Straka: What government or regulatory agencies are putting the screws down on PE companies and portfolio companies to really make sure they’re secure?

Geopfert: Well, you’re going to have two different pieces. The portfolio companies are going to be much more industry-focused, so you’re going to see Department of Health and Human Services. If they’re retailers, you’re going to see the PCI Council. You’re going to see a lot of stuff at the portfolio company that they are facing. Then, at the PE level, you’re going to have the SEC and, depending on some of the others, what’s going on. But the recent SEC OCIE cybersecurity initiative caught a lot of people by surprise. They’ve already come out with a first round of announcements. It was very interesting. They publicly said—they came out and it was more of a questionnaire and discussion format. They didn’t do technical validation of the answers they were getting. So a lot of the percentages we saw—and there were people saying, “Yes, we have this program, this technology, we do this”—were higher than a lot of us would have guessed it would have been. I’m curious what it’s going to look like in the future when the SEC actually starts to validate the data.
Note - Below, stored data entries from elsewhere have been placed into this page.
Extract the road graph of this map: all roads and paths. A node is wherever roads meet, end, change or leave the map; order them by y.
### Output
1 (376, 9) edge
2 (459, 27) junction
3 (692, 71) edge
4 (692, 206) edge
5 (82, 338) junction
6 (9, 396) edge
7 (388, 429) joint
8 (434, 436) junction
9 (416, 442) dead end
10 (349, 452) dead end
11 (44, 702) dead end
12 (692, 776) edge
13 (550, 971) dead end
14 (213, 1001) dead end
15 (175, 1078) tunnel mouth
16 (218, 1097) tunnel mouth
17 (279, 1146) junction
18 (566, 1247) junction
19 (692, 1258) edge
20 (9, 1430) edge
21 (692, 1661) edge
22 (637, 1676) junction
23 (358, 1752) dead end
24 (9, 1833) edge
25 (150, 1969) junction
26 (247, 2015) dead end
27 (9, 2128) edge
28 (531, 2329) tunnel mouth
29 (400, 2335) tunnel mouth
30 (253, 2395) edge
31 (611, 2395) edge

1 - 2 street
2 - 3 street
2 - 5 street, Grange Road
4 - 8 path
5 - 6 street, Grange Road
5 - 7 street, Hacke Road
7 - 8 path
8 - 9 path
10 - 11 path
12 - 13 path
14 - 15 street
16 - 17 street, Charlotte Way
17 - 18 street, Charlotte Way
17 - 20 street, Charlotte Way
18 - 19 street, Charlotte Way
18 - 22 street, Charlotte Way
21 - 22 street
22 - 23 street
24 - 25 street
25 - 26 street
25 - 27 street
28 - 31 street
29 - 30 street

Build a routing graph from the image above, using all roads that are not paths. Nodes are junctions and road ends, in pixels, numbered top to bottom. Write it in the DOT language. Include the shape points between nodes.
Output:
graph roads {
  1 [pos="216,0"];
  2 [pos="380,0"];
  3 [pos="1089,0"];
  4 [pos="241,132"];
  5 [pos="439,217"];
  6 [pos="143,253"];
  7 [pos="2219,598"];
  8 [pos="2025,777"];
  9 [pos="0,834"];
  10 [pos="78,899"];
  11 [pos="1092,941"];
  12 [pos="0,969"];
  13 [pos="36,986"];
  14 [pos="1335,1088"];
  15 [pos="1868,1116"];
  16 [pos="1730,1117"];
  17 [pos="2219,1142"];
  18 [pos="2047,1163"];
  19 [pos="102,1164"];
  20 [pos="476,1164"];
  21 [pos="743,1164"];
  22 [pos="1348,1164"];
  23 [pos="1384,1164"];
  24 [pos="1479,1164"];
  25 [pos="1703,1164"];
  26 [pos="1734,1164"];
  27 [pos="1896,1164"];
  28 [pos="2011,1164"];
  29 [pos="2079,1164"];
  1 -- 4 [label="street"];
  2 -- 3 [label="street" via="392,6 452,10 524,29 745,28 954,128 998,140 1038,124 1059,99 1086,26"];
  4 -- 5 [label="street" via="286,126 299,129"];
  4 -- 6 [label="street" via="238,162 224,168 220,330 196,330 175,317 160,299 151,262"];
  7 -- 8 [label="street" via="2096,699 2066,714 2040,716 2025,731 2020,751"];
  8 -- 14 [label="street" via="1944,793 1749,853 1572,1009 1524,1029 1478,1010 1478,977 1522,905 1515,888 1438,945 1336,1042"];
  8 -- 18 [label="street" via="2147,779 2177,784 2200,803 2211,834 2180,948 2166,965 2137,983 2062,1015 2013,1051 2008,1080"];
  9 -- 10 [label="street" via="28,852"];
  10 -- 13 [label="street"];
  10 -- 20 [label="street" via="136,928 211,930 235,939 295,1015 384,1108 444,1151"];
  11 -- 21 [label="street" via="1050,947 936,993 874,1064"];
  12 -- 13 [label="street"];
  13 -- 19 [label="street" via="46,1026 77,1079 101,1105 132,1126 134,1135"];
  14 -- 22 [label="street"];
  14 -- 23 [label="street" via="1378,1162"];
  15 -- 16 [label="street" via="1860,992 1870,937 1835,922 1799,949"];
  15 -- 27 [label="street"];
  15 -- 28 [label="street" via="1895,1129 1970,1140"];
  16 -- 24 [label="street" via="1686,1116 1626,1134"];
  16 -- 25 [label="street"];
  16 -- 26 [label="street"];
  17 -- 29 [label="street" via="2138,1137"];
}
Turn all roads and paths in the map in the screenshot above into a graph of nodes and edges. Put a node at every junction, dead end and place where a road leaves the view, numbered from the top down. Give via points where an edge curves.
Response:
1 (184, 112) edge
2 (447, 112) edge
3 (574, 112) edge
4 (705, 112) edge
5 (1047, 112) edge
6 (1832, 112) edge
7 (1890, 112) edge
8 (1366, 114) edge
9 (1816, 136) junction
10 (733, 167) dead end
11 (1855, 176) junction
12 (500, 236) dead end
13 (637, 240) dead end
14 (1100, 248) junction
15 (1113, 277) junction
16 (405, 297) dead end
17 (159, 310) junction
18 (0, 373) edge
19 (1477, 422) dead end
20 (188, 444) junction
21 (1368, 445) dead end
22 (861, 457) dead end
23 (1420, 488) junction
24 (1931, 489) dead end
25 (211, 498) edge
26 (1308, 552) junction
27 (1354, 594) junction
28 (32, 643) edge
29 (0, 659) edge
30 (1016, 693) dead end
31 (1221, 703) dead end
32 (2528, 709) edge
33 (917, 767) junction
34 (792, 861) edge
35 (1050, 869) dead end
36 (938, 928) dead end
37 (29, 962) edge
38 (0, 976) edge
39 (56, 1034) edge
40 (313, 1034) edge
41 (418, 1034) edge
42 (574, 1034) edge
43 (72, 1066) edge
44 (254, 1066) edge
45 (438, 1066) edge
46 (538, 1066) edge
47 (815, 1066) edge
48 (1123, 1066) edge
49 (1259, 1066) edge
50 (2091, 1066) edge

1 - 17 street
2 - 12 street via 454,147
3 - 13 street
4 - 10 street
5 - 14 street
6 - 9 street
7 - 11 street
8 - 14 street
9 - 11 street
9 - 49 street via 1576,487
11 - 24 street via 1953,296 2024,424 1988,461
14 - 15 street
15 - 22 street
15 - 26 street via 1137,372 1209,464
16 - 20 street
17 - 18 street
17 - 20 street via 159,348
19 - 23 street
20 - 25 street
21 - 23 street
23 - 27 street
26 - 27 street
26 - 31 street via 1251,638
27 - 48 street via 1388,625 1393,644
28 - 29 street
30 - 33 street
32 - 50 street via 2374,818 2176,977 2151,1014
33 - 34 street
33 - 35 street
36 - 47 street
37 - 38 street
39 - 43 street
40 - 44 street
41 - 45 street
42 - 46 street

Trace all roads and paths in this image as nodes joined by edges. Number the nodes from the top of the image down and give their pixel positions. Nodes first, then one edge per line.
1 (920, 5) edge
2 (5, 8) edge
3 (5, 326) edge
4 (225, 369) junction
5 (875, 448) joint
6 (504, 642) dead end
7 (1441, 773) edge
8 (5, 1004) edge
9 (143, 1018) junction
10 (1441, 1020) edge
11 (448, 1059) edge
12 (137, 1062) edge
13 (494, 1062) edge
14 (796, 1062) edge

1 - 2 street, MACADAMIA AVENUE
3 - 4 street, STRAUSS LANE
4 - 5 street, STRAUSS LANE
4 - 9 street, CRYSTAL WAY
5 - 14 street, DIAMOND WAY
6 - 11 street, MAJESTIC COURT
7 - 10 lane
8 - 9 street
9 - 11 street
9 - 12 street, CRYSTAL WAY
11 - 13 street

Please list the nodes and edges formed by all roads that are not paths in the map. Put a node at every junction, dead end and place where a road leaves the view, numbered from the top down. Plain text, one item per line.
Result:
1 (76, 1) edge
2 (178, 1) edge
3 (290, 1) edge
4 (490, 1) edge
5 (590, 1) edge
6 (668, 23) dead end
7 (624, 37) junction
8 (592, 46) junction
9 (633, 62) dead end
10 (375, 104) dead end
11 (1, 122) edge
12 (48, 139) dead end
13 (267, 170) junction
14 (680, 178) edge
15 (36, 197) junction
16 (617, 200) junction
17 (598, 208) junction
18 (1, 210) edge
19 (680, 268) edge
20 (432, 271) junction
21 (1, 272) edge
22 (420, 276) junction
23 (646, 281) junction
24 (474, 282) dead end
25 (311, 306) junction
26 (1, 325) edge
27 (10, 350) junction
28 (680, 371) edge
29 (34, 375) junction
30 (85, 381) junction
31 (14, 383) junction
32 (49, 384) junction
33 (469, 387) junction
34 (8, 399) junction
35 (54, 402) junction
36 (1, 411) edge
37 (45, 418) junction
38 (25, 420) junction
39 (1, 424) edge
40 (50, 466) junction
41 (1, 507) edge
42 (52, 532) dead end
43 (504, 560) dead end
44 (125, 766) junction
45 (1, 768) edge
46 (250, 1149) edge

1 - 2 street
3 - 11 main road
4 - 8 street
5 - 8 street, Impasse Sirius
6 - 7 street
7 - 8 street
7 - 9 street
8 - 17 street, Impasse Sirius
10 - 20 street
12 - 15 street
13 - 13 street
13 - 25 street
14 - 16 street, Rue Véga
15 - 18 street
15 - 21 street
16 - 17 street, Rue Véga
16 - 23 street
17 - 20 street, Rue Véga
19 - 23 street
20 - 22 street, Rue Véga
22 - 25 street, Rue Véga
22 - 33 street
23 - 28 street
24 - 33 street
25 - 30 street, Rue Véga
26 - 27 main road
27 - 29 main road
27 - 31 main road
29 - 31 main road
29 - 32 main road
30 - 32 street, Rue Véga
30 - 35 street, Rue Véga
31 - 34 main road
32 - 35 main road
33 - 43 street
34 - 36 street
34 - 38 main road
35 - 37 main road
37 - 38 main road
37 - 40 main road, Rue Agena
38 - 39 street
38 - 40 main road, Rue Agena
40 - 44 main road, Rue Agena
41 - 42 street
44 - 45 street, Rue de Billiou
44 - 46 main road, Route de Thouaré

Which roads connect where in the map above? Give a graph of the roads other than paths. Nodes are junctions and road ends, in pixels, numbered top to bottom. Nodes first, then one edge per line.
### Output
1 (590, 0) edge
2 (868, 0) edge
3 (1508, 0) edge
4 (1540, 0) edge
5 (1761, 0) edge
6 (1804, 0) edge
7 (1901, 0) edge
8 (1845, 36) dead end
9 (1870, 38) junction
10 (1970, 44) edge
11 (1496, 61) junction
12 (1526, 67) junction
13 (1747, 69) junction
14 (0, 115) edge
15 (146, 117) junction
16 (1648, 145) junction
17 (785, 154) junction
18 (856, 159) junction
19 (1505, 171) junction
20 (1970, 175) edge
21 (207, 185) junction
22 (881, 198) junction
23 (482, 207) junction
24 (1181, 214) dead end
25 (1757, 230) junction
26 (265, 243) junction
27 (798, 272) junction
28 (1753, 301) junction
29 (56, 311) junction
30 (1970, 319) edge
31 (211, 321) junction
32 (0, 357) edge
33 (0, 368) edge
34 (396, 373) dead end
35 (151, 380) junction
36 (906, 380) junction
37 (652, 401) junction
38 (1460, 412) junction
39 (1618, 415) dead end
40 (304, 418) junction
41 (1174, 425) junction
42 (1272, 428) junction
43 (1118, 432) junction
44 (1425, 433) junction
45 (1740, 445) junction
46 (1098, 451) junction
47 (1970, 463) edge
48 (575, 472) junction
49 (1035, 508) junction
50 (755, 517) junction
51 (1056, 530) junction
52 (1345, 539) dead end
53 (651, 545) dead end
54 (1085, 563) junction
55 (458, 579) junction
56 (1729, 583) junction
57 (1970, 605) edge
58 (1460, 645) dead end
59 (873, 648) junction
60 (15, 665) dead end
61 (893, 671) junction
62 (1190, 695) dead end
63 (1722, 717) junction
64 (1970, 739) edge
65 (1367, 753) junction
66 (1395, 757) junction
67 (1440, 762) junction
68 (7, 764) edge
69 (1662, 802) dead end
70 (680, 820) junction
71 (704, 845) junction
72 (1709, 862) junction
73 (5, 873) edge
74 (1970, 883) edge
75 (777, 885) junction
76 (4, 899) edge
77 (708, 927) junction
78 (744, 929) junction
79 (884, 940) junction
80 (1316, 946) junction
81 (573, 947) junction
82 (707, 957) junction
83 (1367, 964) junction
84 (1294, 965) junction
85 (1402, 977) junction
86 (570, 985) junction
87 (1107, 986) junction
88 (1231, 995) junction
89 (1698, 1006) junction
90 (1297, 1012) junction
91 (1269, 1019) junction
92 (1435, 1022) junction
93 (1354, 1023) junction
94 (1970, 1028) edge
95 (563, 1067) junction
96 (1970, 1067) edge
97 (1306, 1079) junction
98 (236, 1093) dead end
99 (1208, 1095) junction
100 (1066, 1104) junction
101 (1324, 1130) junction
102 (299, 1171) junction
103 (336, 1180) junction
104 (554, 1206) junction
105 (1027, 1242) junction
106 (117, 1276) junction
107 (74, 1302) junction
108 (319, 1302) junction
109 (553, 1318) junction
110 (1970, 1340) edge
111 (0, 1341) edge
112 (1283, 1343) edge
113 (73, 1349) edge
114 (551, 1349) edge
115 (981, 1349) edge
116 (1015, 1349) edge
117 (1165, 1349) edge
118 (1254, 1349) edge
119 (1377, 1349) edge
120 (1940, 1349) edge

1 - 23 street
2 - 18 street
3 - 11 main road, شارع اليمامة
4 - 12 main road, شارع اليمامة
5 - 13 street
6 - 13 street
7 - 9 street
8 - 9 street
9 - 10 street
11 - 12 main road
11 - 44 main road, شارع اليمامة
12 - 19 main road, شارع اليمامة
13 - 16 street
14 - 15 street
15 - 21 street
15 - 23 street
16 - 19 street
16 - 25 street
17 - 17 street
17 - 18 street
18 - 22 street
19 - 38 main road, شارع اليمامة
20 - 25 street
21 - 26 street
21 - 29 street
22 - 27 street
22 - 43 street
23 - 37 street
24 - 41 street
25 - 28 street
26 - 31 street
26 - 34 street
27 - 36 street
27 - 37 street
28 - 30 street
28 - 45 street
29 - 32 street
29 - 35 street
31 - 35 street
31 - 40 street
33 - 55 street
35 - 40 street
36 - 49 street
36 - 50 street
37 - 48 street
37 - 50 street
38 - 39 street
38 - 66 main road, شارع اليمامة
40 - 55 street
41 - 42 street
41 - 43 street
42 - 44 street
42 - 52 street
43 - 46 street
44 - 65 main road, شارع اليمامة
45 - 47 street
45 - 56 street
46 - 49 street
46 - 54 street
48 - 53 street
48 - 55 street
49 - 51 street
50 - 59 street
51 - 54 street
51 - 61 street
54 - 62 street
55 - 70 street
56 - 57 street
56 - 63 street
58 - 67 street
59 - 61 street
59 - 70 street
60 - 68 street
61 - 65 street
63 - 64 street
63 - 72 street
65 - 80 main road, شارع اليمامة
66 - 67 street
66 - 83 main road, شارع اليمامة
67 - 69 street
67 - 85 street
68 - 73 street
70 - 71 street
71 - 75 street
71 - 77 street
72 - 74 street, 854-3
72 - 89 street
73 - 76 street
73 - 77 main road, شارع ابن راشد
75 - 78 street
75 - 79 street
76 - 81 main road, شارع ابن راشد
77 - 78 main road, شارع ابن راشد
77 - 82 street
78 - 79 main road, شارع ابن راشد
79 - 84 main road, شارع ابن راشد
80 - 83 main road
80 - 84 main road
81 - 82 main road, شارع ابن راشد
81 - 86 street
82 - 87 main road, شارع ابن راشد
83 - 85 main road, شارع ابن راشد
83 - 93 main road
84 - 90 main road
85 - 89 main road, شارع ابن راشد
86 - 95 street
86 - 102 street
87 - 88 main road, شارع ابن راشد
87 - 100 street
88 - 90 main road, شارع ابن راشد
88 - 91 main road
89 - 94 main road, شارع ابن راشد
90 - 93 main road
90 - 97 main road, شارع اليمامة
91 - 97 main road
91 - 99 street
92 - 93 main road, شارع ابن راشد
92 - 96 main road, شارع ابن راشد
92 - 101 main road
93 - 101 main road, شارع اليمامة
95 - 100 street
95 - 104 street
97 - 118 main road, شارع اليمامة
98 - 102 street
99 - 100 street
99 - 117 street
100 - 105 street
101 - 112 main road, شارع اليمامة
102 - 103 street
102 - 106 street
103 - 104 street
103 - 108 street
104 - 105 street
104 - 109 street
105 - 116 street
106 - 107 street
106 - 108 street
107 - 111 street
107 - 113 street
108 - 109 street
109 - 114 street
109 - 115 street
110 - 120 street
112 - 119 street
There’s a lot of money at risk. I mean, when you’re buying into those, you are accepting that you are buying right now at a huge premium. We’ve got industries where we’re working with private equity groups that are very heavily invested in anything to do with healthcare, health insurance, health providers, retailers—anything along those lines. They understand they could buy into that, and if that is breached when they buy it or right afterward, they can lose that entire investment. When you’re paying huge multiples for these and you’re looking at buying a source of fines and lawsuits, adding security into these is now making the valuation process much more valuable to them in that space. As an example, there was one on the West Coast a couple of years ago where they bought a group that was writing a video game. When they acquired it before the video game went out for sale, they didn’t know that a group from China had already breached them and stole the source code for the video game. So before they could get the video game to market and start to recoup their investment, the group out of China had basically gone through and just changed the name and were reselling it already at a much lower price. So they basically bought a goose egg. So a lot of people are rolling security in, not just for the protection of the investors or the fund itself. They’re trying to identify issues before they bring stuff into the portfolio.